__What is expected__:
Each record that comes next should be output exactly; pictures do not belong in the copy.
- - -
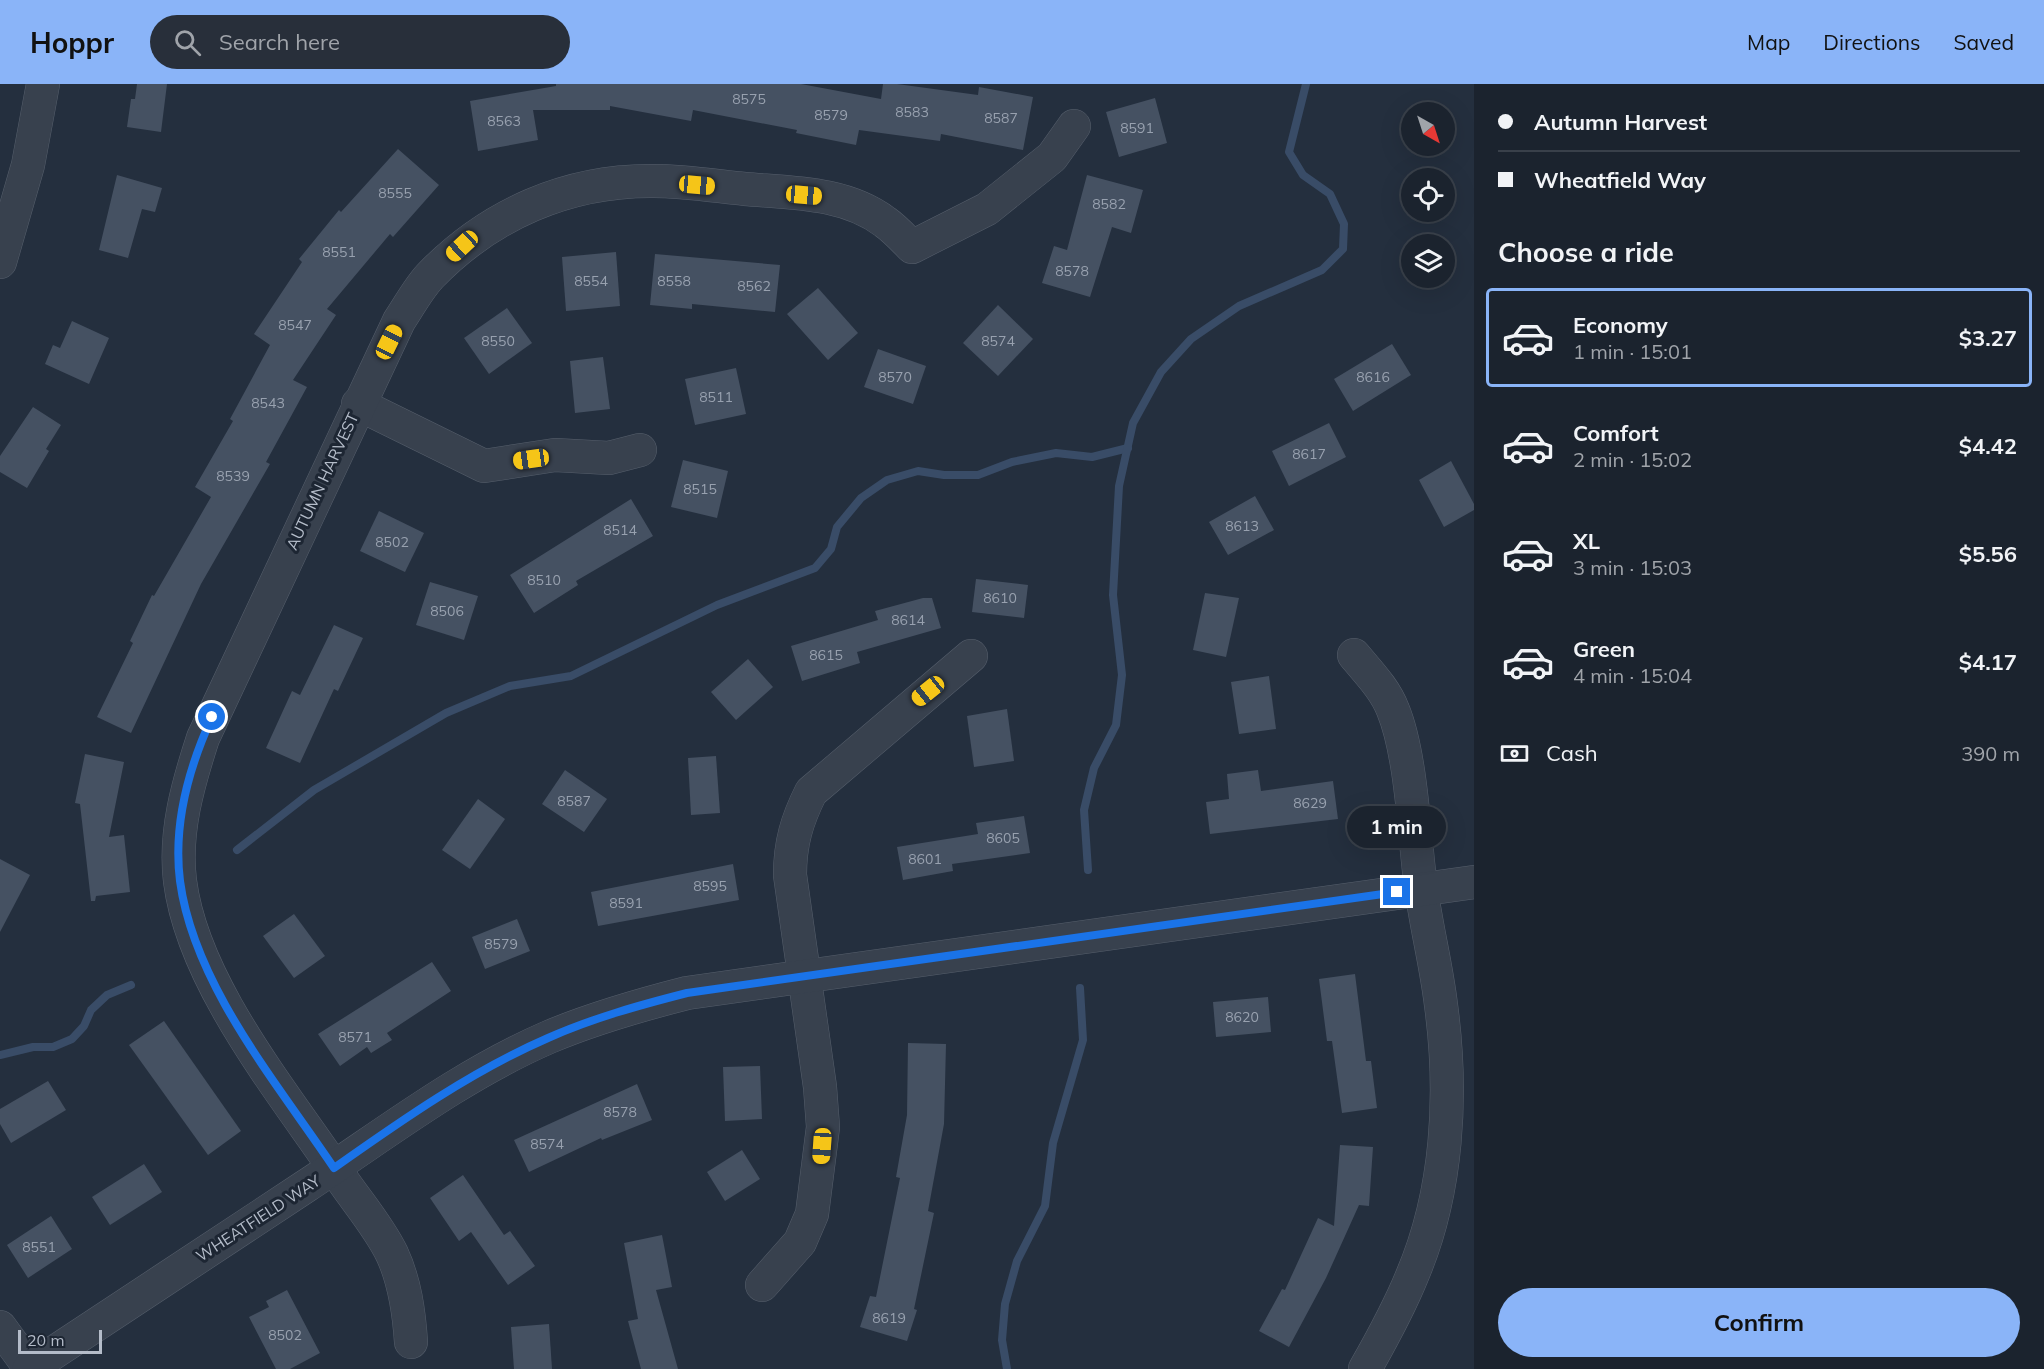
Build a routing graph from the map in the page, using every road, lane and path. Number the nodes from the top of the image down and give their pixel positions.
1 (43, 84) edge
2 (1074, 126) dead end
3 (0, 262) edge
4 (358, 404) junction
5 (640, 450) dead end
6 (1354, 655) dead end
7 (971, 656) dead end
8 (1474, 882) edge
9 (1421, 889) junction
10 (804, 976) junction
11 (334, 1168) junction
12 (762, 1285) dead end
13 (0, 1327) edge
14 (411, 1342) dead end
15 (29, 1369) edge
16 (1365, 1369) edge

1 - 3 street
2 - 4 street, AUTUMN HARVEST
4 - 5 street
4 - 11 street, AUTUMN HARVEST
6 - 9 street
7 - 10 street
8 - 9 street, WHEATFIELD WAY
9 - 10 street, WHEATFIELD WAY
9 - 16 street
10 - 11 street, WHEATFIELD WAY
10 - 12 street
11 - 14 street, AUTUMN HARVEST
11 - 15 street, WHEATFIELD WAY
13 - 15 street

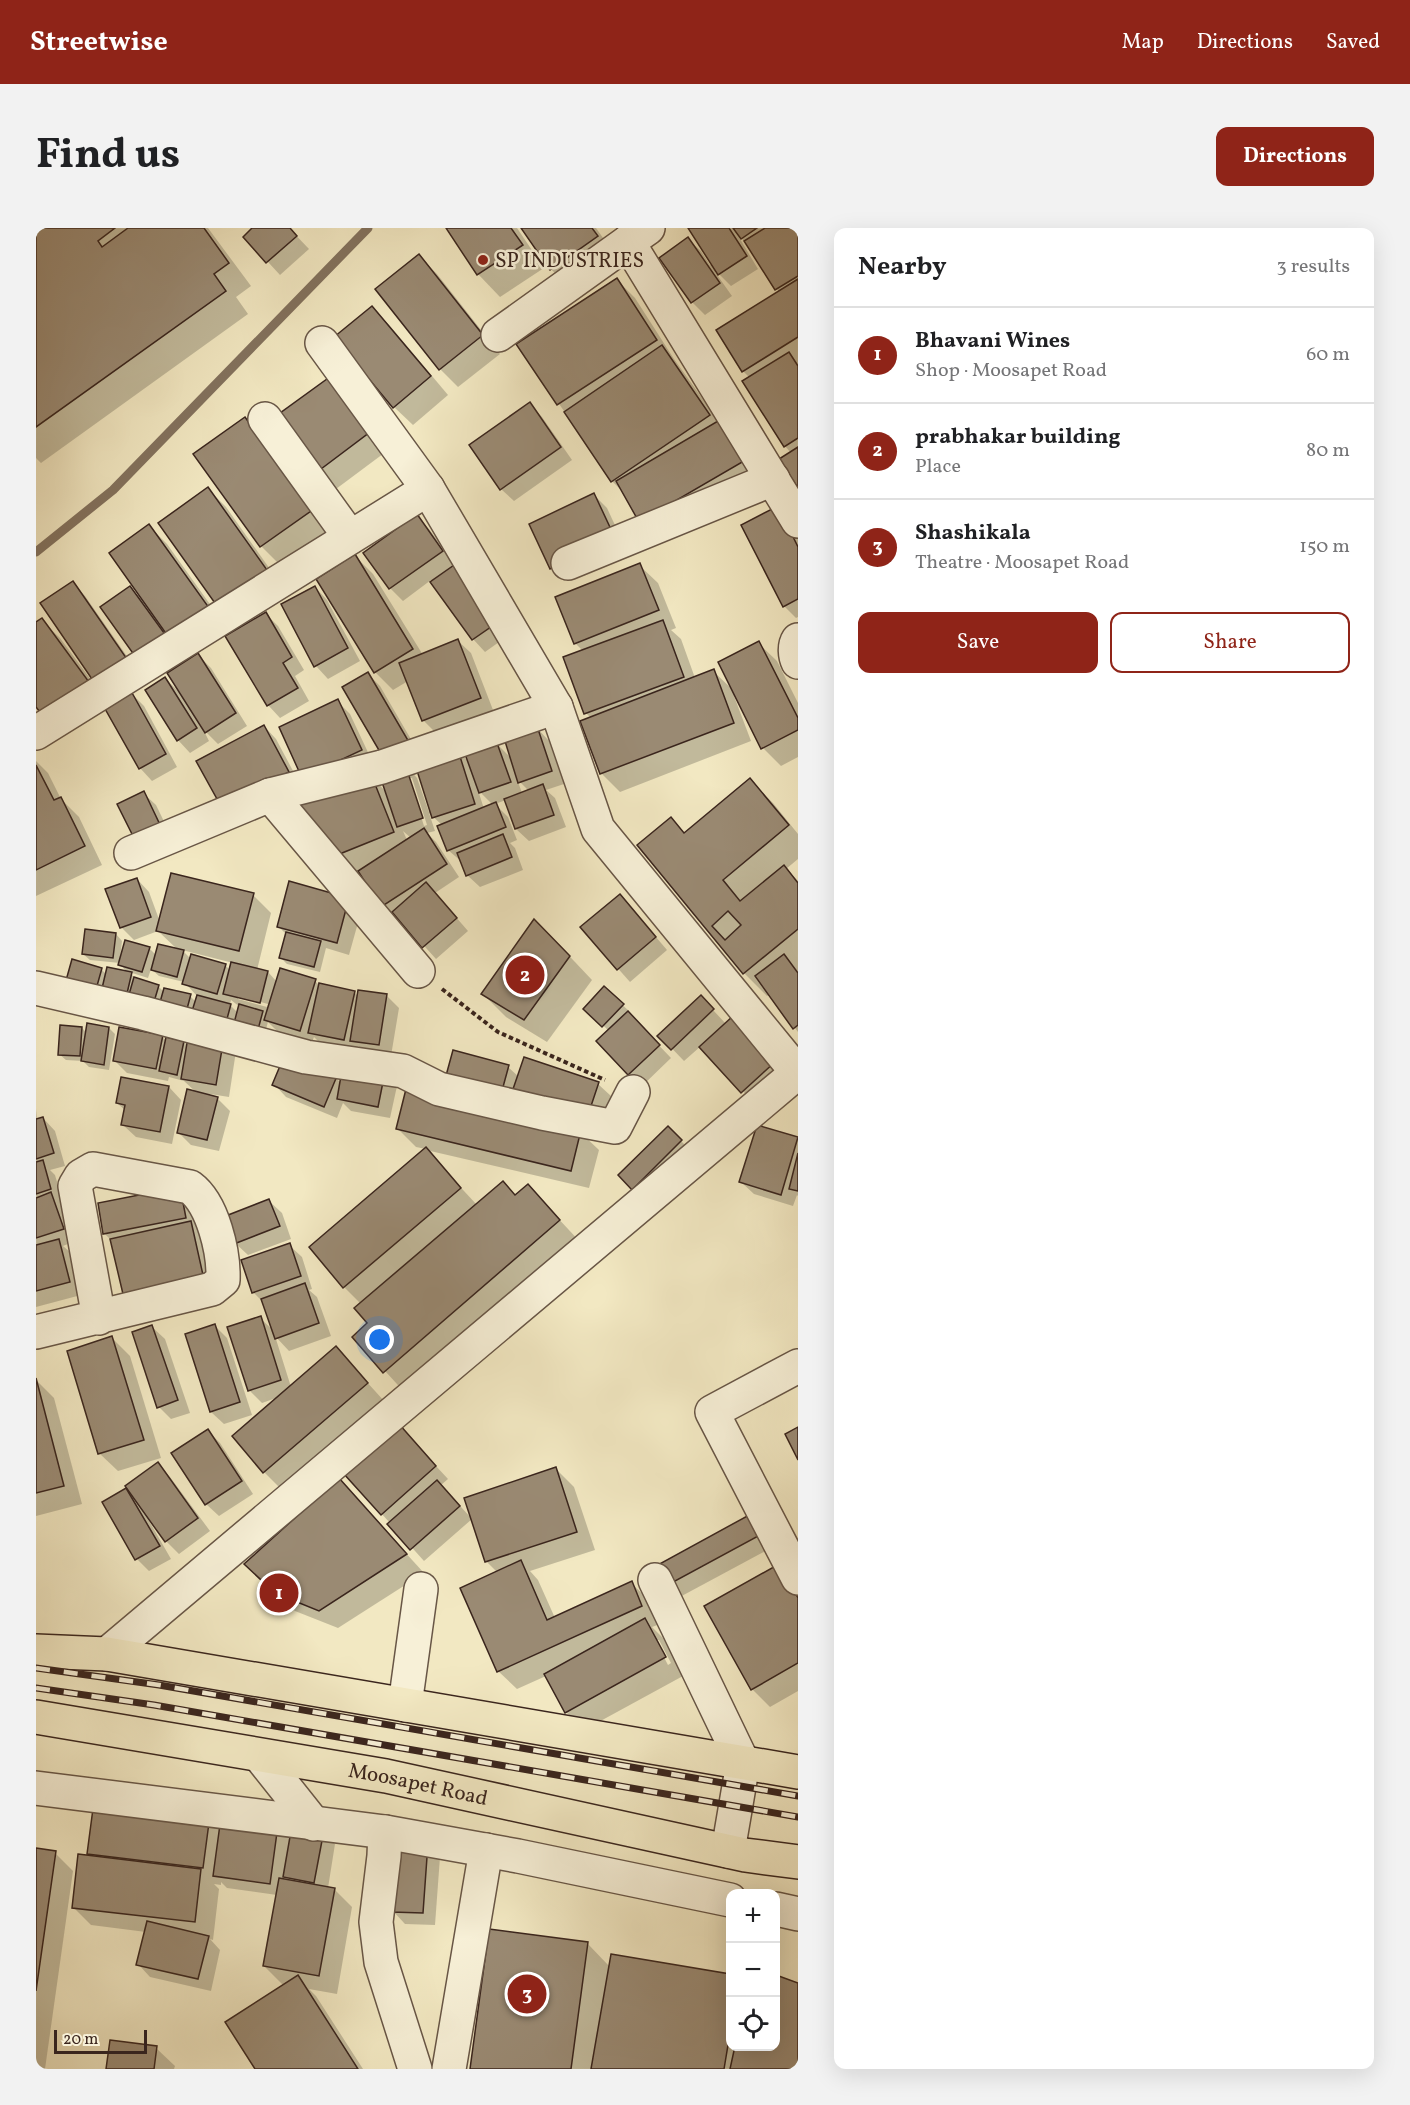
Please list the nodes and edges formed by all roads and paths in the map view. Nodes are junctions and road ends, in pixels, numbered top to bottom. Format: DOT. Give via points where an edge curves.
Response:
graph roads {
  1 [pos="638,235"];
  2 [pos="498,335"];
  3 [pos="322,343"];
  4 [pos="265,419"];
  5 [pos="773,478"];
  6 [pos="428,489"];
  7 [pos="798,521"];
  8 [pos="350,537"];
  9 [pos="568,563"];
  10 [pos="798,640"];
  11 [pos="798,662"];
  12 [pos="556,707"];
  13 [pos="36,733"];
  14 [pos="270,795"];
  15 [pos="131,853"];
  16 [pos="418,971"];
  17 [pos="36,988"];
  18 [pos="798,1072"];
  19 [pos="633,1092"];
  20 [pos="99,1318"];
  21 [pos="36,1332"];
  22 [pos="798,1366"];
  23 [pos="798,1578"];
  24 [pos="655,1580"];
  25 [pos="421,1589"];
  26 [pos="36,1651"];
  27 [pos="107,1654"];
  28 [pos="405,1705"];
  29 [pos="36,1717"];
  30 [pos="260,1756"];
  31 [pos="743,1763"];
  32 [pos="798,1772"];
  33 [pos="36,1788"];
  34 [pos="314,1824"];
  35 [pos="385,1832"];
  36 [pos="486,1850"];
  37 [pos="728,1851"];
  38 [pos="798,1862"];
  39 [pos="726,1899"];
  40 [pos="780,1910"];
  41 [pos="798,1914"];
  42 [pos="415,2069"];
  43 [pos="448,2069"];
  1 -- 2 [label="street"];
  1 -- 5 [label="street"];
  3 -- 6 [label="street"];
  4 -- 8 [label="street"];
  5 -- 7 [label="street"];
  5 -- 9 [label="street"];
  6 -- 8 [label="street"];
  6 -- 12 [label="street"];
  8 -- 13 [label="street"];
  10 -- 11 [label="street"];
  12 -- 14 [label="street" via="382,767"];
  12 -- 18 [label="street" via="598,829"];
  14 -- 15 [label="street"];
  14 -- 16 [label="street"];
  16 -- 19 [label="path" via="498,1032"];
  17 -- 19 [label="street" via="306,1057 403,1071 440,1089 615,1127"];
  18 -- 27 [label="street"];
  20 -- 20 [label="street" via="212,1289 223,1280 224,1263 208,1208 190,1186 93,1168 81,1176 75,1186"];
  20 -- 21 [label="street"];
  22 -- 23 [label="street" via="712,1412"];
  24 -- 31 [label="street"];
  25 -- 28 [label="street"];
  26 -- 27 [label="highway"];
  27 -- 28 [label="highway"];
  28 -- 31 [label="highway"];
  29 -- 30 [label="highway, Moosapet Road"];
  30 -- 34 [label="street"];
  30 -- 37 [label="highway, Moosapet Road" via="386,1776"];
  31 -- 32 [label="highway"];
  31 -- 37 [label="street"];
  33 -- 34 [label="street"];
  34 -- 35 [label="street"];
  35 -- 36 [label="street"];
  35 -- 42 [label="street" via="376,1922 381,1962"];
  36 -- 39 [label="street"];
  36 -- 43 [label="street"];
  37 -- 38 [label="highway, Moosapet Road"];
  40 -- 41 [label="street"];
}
- - -
__Exercise answer__:
Build a routing graph from the map in the page, using every road, lane and path. Number the nodes from the top of the image down and give their pixel positions.
1 (43, 84) edge
2 (1074, 126) dead end
3 (0, 262) edge
4 (358, 404) junction
5 (640, 450) dead end
6 (1354, 655) dead end
7 (971, 656) dead end
8 (1474, 882) edge
9 (1421, 889) junction
10 (804, 976) junction
11 (334, 1168) junction
12 (762, 1285) dead end
13 (0, 1327) edge
14 (411, 1342) dead end
15 (29, 1369) edge
16 (1365, 1369) edge

1 - 3 street
2 - 4 street, AUTUMN HARVEST
4 - 5 street
4 - 11 street, AUTUMN HARVEST
6 - 9 street
7 - 10 street
8 - 9 street, WHEATFIELD WAY
9 - 10 street, WHEATFIELD WAY
9 - 16 street
10 - 11 street, WHEATFIELD WAY
10 - 12 street
11 - 14 street, AUTUMN HARVEST
11 - 15 street, WHEATFIELD WAY
13 - 15 street

Please list the nodes and edges formed by all roads and paths in the map view. Nodes are junctions and road ends, in pixels, numbered top to bottom. Format: DOT. Give via points where an edge curves.
Response:
graph roads {
  1 [pos="638,235"];
  2 [pos="498,335"];
  3 [pos="322,343"];
  4 [pos="265,419"];
  5 [pos="773,478"];
  6 [pos="428,489"];
  7 [pos="798,521"];
  8 [pos="350,537"];
  9 [pos="568,563"];
  10 [pos="798,640"];
  11 [pos="798,662"];
  12 [pos="556,707"];
  13 [pos="36,733"];
  14 [pos="270,795"];
  15 [pos="131,853"];
  16 [pos="418,971"];
  17 [pos="36,988"];
  18 [pos="798,1072"];
  19 [pos="633,1092"];
  20 [pos="99,1318"];
  21 [pos="36,1332"];
  22 [pos="798,1366"];
  23 [pos="798,1578"];
  24 [pos="655,1580"];
  25 [pos="421,1589"];
  26 [pos="36,1651"];
  27 [pos="107,1654"];
  28 [pos="405,1705"];
  29 [pos="36,1717"];
  30 [pos="260,1756"];
  31 [pos="743,1763"];
  32 [pos="798,1772"];
  33 [pos="36,1788"];
  34 [pos="314,1824"];
  35 [pos="385,1832"];
  36 [pos="486,1850"];
  37 [pos="728,1851"];
  38 [pos="798,1862"];
  39 [pos="726,1899"];
  40 [pos="780,1910"];
  41 [pos="798,1914"];
  42 [pos="415,2069"];
  43 [pos="448,2069"];
  1 -- 2 [label="street"];
  1 -- 5 [label="street"];
  3 -- 6 [label="street"];
  4 -- 8 [label="street"];
  5 -- 7 [label="street"];
  5 -- 9 [label="street"];
  6 -- 8 [label="street"];
  6 -- 12 [label="street"];
  8 -- 13 [label="street"];
  10 -- 11 [label="street"];
  12 -- 14 [label="street" via="382,767"];
  12 -- 18 [label="street" via="598,829"];
  14 -- 15 [label="street"];
  14 -- 16 [label="street"];
  16 -- 19 [label="path" via="498,1032"];
  17 -- 19 [label="street" via="306,1057 403,1071 440,1089 615,1127"];
  18 -- 27 [label="street"];
  20 -- 20 [label="street" via="212,1289 223,1280 224,1263 208,1208 190,1186 93,1168 81,1176 75,1186"];
  20 -- 21 [label="street"];
  22 -- 23 [label="street" via="712,1412"];
  24 -- 31 [label="street"];
  25 -- 28 [label="street"];
  26 -- 27 [label="highway"];
  27 -- 28 [label="highway"];
  28 -- 31 [label="highway"];
  29 -- 30 [label="highway, Moosapet Road"];
  30 -- 34 [label="street"];
  30 -- 37 [label="highway, Moosapet Road" via="386,1776"];
  31 -- 32 [label="highway"];
  31 -- 37 [label="street"];
  33 -- 34 [label="street"];
  34 -- 35 [label="street"];
  35 -- 36 [label="street"];
  35 -- 42 [label="street" via="376,1922 381,1962"];
  36 -- 39 [label="street"];
  36 -- 43 [label="street"];
  37 -- 38 [label="highway, Moosapet Road"];
  40 -- 41 [label="street"];
}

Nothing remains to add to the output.